Non è poco, ma il minimo. Non è facile ma urgente.

 

 

In appendice qualche considerazione sugli “indignati”:

 

Mario Draghi ha insistito perché i politici europei e del mondo ascoltino le loro richieste. E ha liquidato con due parole quel gruppo di scalmanati che sembravano fatti apposta per distogliere l’attenzione dai veri problemi: “che peccato!”

 

Di fronte ad un dito che indica la luna i cretini si fermano a guardare il dito.

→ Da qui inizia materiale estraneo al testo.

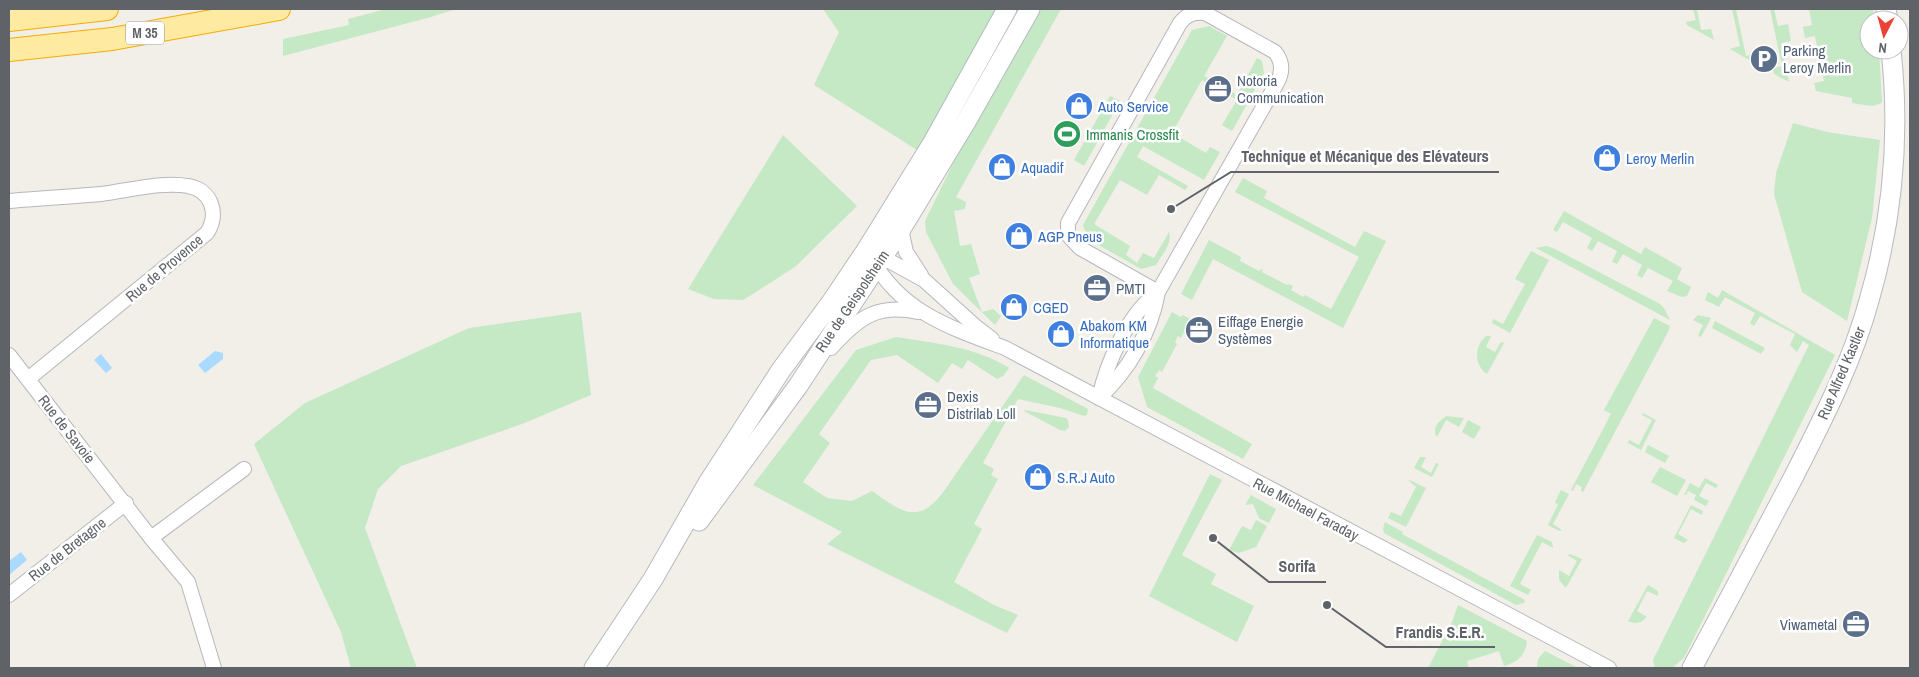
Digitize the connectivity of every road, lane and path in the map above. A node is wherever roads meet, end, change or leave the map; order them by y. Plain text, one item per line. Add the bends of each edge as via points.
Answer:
1 (107, 9) edge
2 (280, 9) edge
3 (1007, 9) edge
4 (1030, 9) edge
5 (9, 20) edge
6 (9, 50) edge
7 (1892, 60) edge
8 (9, 201) edge
9 (901, 229) junction
10 (875, 258) junction
11 (924, 280) junction
12 (1158, 292) junction
13 (921, 312) junction
14 (1005, 348) junction
15 (9, 356) edge
16 (28, 379) junction
17 (798, 386) junction
18 (1099, 398) junction
19 (244, 469) dead end
20 (126, 503) junction
21 (152, 538) junction
22 (653, 579) junction
23 (9, 595) edge
24 (214, 668) edge
25 (594, 668) edge
26 (1609, 668) edge
27 (1692, 668) edge

1 - 5 highway
2 - 6 highway, M 35 via 112,38
3 - 10 main road, Rue de Geispolsheim via 932,144
4 - 9 main road, Rue de Geispolsheim
7 - 27 main road, Rue Alfred Kastler via 1895,113 1893,171 1882,249 1852,354 1827,411
8 - 16 street, Rue de Provence via 176,185 198,189 207,196 213,209 212,226 202,238
9 - 10 main road, Rue de Geispolsheim
9 - 11 street, Rue Michael Faraday via 906,252
10 - 11 street, Rue Michael Faraday
10 - 13 street, Rue Michael Faraday via 901,296
10 - 17 main road, Rue de Geispolsheim
10 - 22 main road, Rue de Geispolsheim via 830,304 781,370 708,483
11 - 14 street, Rue Michael Faraday
12 - 12 street via 1282,72 1275,52 1205,13 1193,13 1180,23 1068,223 1068,235 1080,248
12 - 18 street via 1154,313 1139,344 1122,373
13 - 14 street, Rue Michael Faraday
13 - 17 street, Rue Michael Faraday via 891,309 865,316 843,335
14 - 18 street, Rue Michael Faraday
15 - 16 street, Rue de Savoie
16 - 20 street, Rue de Savoie
17 - 22 main road, Rue de Geispolsheim
18 - 26 street, Rue Michael Faraday
19 - 21 street
20 - 21 street, Rue de Savoie
20 - 23 street, Rue de Bretagne
21 - 24 street, Rue de Savoie via 188,582
22 - 25 main road, Rue de Geispolsheim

Anch’io non voglio cadere nel tranello su cui si sono concentrati i media, trascurando di evidenziare con la stessa forza i problemi reali che ci attanagliano; perciò le grida dei trecentomila manifestanti di Roma mi toccano più che i vandalismi di cinquecento delinquenti.

 

I milioni di morti per fame che ogni giorno produce la nostra economia mi bruciano di più dei duecento feriti della capitale. La violenza del nostro sistema che prende alla gola, strozzandoli,  popoli interi mi indigna più che quella sfasciona dei gruppi d'assalto. Questa la condanno ma non me ne faccio distrarre.
"Io non ho debito" c'era scritto su uno striscione della manifestazione.
Io avrei scritto: "Noi non paghiamo debiti"!
Il sistema dei debiti è un sistema collaudato di altro strozzinaggio.
Nel 2009 i poteri pubblici dei paesi in via di sviluppo avevano rimborsato l'equivalente di ventotto volte ciò che dovevano nel 1970. Nel frattempo il loro debito era stato moltiplicato per trentadue! (Cfr: Damien Millet Le Monde Diplomatique luglio 2011, n.688, peg. 7).
"Uno stato non potrebbe chiudere le sue scuole, le sue università e i suoi tribunali, sopprimere la sua polizia e negligere i suoi servizi al punto di esporre la sua popolazione al disordine e all'anarchia semplicemente allo scopo di disporre dei fondi necessari per fare fronte ai suoi obblighi verso i suoi creditori esteri" ! (Annuaire de la Commission du droit international de l'ONU,1980, p.48).
"Nessun governo democratico può sopportare la prolungata  austerità e le riduzioni di bilancio dei servizi sociali pretesi dalle istituzioni internazionali"! Parola non di un comunistaccio rivoluzionario. No.
Lo ha detto l'ex segretario di stato americano  Henry Kissinger.
E dunque, se la logica non è un optional, se i fatti non sono invenzioni: basta con questa storia che i debiti vanno pagati.
Non paghiamo più i debiti a nessuno!
Se qualcuno di coloro che mi leggono potrà aiutarmi gliene sarei  molto grato. Non so: ma a chi, l'Italia, dovrebbe pagare il debito? Chi sono i suoi creditori? Quanto hanno ricevuto finora come pagamento?
E ancor più: come faranno i paesi del terzo mondo a onorare quanto fissato dai paesi ricchi? Chissà se non è il caso di ripartire più unitariamente nel mondo, credendo un po’ a quella condivisione dei beni, operata dai primi cristiani come segno di una nuova società? Sarebbe di molto superiore il godimento dei beni per tutti, eliminando le tante guerre tra nazioni e riducendo la fame e soprattutto le crisi che tutti i mali generano come bubboni pestiferi, e che distruggono l’uomo stesso!

 

C’è allora bisogno di una nuova sintesi, di nuove istituzioni ma – e qui sta la sfida – anche di nuovi cittadini. C’è anche tutto ciò dietro alle crisi di questi giorni: se sapremo cogliere i segnali che ci arrivano dalla storia potremo uscire migliori da questi tempi difficili, ma ciascuno deve fare con responsabilità e serietà la propria indispensabile parte.